(Data entries)
........

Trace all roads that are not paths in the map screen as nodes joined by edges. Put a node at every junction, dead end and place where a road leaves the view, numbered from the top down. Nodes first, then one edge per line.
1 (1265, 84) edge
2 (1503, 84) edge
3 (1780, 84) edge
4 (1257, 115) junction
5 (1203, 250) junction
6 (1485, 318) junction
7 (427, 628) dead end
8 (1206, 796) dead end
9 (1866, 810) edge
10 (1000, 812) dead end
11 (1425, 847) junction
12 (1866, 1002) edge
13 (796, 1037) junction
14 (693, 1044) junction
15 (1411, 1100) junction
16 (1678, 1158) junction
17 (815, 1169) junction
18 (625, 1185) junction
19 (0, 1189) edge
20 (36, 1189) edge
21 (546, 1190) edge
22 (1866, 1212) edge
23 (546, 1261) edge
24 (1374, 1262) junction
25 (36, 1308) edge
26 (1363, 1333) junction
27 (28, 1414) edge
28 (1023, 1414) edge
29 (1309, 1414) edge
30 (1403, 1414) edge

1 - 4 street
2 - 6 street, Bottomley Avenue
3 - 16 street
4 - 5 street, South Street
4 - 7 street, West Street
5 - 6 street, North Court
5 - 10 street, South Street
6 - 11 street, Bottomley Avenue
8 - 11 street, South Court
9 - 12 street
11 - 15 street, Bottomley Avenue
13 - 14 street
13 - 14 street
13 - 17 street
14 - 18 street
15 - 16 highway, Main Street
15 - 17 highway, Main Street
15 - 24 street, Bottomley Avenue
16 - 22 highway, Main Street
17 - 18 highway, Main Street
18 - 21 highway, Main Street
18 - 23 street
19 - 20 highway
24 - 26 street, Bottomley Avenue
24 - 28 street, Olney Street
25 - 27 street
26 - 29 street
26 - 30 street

........

YOUR ASSIGNMENT:
An exact copy of all the records is the expected answer.

TASK SOLUTION:
Trace all roads that are not paths in the map screen as nodes joined by edges. Put a node at every junction, dead end and place where a road leaves the view, numbered from the top down. Nodes first, then one edge per line.
1 (1265, 84) edge
2 (1503, 84) edge
3 (1780, 84) edge
4 (1257, 115) junction
5 (1203, 250) junction
6 (1485, 318) junction
7 (427, 628) dead end
8 (1206, 796) dead end
9 (1866, 810) edge
10 (1000, 812) dead end
11 (1425, 847) junction
12 (1866, 1002) edge
13 (796, 1037) junction
14 (693, 1044) junction
15 (1411, 1100) junction
16 (1678, 1158) junction
17 (815, 1169) junction
18 (625, 1185) junction
19 (0, 1189) edge
20 (36, 1189) edge
21 (546, 1190) edge
22 (1866, 1212) edge
23 (546, 1261) edge
24 (1374, 1262) junction
25 (36, 1308) edge
26 (1363, 1333) junction
27 (28, 1414) edge
28 (1023, 1414) edge
29 (1309, 1414) edge
30 (1403, 1414) edge

1 - 4 street
2 - 6 street, Bottomley Avenue
3 - 16 street
4 - 5 street, South Street
4 - 7 street, West Street
5 - 6 street, North Court
5 - 10 street, South Street
6 - 11 street, Bottomley Avenue
8 - 11 street, South Court
9 - 12 street
11 - 15 street, Bottomley Avenue
13 - 14 street
13 - 14 street
13 - 17 street
14 - 18 street
15 - 16 highway, Main Street
15 - 17 highway, Main Street
15 - 24 street, Bottomley Avenue
16 - 22 highway, Main Street
17 - 18 highway, Main Street
18 - 21 highway, Main Street
18 - 23 street
19 - 20 highway
24 - 26 street, Bottomley Avenue
24 - 28 street, Olney Street
25 - 27 street
26 - 29 street
26 - 30 street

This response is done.